● **What you should do**
The expected output is every entry, repeated word for word.

● **Data shown**

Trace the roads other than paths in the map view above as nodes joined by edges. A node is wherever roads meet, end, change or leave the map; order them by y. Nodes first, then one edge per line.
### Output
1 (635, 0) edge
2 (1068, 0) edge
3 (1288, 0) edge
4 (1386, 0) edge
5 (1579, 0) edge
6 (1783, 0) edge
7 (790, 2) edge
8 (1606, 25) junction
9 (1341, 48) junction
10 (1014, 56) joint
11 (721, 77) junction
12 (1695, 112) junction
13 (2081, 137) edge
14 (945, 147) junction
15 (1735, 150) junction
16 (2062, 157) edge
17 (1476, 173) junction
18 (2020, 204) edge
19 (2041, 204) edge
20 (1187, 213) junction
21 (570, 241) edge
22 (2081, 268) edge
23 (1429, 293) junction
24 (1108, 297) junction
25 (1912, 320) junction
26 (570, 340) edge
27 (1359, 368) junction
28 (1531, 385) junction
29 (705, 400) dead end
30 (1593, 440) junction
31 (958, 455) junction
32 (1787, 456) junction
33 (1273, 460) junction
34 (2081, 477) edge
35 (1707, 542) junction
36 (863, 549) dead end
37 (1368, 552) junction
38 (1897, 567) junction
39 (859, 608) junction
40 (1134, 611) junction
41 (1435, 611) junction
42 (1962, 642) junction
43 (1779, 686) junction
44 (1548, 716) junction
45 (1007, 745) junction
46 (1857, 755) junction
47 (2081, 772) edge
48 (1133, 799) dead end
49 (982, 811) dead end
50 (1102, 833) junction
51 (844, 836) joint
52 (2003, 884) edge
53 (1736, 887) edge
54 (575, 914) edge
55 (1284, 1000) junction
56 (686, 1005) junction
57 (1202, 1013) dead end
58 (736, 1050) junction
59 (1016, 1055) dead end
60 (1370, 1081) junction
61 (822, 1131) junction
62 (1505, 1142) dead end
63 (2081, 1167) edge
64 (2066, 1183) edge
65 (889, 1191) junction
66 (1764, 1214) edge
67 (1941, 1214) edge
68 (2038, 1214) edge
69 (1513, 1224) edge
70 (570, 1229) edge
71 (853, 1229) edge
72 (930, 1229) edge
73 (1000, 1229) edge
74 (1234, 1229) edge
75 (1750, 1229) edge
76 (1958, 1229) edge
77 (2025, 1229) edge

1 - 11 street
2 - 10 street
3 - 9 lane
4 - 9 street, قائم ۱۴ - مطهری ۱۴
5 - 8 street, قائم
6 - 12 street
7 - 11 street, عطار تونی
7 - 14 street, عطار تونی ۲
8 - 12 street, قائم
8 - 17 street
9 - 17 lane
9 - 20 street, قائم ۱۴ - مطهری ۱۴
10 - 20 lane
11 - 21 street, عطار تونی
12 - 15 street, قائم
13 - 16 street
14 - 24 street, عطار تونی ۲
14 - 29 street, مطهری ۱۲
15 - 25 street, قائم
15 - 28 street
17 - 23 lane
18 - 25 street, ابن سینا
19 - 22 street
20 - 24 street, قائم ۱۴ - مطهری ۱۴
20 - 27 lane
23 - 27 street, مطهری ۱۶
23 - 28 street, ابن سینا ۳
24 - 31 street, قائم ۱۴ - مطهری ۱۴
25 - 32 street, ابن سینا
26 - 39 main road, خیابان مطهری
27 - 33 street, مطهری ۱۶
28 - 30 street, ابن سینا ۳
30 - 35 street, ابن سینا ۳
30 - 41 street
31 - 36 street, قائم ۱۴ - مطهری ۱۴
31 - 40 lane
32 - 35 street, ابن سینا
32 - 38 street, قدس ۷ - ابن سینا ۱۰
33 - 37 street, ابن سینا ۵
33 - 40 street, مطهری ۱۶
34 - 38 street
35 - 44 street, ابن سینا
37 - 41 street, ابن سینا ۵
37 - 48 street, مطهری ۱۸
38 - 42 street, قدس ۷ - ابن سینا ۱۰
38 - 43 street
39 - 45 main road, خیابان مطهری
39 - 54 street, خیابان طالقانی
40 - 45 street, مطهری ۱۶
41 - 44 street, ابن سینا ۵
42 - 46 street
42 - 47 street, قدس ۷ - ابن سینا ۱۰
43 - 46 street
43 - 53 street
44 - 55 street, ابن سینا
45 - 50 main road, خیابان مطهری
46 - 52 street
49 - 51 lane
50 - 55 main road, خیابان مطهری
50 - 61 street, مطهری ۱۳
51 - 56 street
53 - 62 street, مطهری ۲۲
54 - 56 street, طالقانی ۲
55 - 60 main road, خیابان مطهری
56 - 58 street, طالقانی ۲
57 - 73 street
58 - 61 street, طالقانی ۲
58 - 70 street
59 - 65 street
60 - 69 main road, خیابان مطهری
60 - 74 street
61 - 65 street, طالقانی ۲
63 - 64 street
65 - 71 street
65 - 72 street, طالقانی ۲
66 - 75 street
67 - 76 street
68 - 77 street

● **Answer for this exercise**
Trace the roads other than paths in the map view above as nodes joined by edges. A node is wherever roads meet, end, change or leave the map; order them by y. Nodes first, then one edge per line.
### Output
1 (635, 0) edge
2 (1068, 0) edge
3 (1288, 0) edge
4 (1386, 0) edge
5 (1579, 0) edge
6 (1783, 0) edge
7 (790, 2) edge
8 (1606, 25) junction
9 (1341, 48) junction
10 (1014, 56) joint
11 (721, 77) junction
12 (1695, 112) junction
13 (2081, 137) edge
14 (945, 147) junction
15 (1735, 150) junction
16 (2062, 157) edge
17 (1476, 173) junction
18 (2020, 204) edge
19 (2041, 204) edge
20 (1187, 213) junction
21 (570, 241) edge
22 (2081, 268) edge
23 (1429, 293) junction
24 (1108, 297) junction
25 (1912, 320) junction
26 (570, 340) edge
27 (1359, 368) junction
28 (1531, 385) junction
29 (705, 400) dead end
30 (1593, 440) junction
31 (958, 455) junction
32 (1787, 456) junction
33 (1273, 460) junction
34 (2081, 477) edge
35 (1707, 542) junction
36 (863, 549) dead end
37 (1368, 552) junction
38 (1897, 567) junction
39 (859, 608) junction
40 (1134, 611) junction
41 (1435, 611) junction
42 (1962, 642) junction
43 (1779, 686) junction
44 (1548, 716) junction
45 (1007, 745) junction
46 (1857, 755) junction
47 (2081, 772) edge
48 (1133, 799) dead end
49 (982, 811) dead end
50 (1102, 833) junction
51 (844, 836) joint
52 (2003, 884) edge
53 (1736, 887) edge
54 (575, 914) edge
55 (1284, 1000) junction
56 (686, 1005) junction
57 (1202, 1013) dead end
58 (736, 1050) junction
59 (1016, 1055) dead end
60 (1370, 1081) junction
61 (822, 1131) junction
62 (1505, 1142) dead end
63 (2081, 1167) edge
64 (2066, 1183) edge
65 (889, 1191) junction
66 (1764, 1214) edge
67 (1941, 1214) edge
68 (2038, 1214) edge
69 (1513, 1224) edge
70 (570, 1229) edge
71 (853, 1229) edge
72 (930, 1229) edge
73 (1000, 1229) edge
74 (1234, 1229) edge
75 (1750, 1229) edge
76 (1958, 1229) edge
77 (2025, 1229) edge

1 - 11 street
2 - 10 street
3 - 9 lane
4 - 9 street, قائم ۱۴ - مطهری ۱۴
5 - 8 street, قائم
6 - 12 street
7 - 11 street, عطار تونی
7 - 14 street, عطار تونی ۲
8 - 12 street, قائم
8 - 17 street
9 - 17 lane
9 - 20 street, قائم ۱۴ - مطهری ۱۴
10 - 20 lane
11 - 21 street, عطار تونی
12 - 15 street, قائم
13 - 16 street
14 - 24 street, عطار تونی ۲
14 - 29 street, مطهری ۱۲
15 - 25 street, قائم
15 - 28 street
17 - 23 lane
18 - 25 street, ابن سینا
19 - 22 street
20 - 24 street, قائم ۱۴ - مطهری ۱۴
20 - 27 lane
23 - 27 street, مطهری ۱۶
23 - 28 street, ابن سینا ۳
24 - 31 street, قائم ۱۴ - مطهری ۱۴
25 - 32 street, ابن سینا
26 - 39 main road, خیابان مطهری
27 - 33 street, مطهری ۱۶
28 - 30 street, ابن سینا ۳
30 - 35 street, ابن سینا ۳
30 - 41 street
31 - 36 street, قائم ۱۴ - مطهری ۱۴
31 - 40 lane
32 - 35 street, ابن سینا
32 - 38 street, قدس ۷ - ابن سینا ۱۰
33 - 37 street, ابن سینا ۵
33 - 40 street, مطهری ۱۶
34 - 38 street
35 - 44 street, ابن سینا
37 - 41 street, ابن سینا ۵
37 - 48 street, مطهری ۱۸
38 - 42 street, قدس ۷ - ابن سینا ۱۰
38 - 43 street
39 - 45 main road, خیابان مطهری
39 - 54 street, خیابان طالقانی
40 - 45 street, مطهری ۱۶
41 - 44 street, ابن سینا ۵
42 - 46 street
42 - 47 street, قدس ۷ - ابن سینا ۱۰
43 - 46 street
43 - 53 street
44 - 55 street, ابن سینا
45 - 50 main road, خیابان مطهری
46 - 52 street
49 - 51 lane
50 - 55 main road, خیابان مطهری
50 - 61 street, مطهری ۱۳
51 - 56 street
53 - 62 street, مطهری ۲۲
54 - 56 street, طالقانی ۲
55 - 60 main road, خیابان مطهری
56 - 58 street, طالقانی ۲
57 - 73 street
58 - 61 street, طالقانی ۲
58 - 70 street
59 - 65 street
60 - 69 main road, خیابان مطهری
60 - 74 street
61 - 65 street, طالقانی ۲
63 - 64 street
65 - 71 street
65 - 72 street, طالقانی ۲
66 - 75 street
67 - 76 street
68 - 77 street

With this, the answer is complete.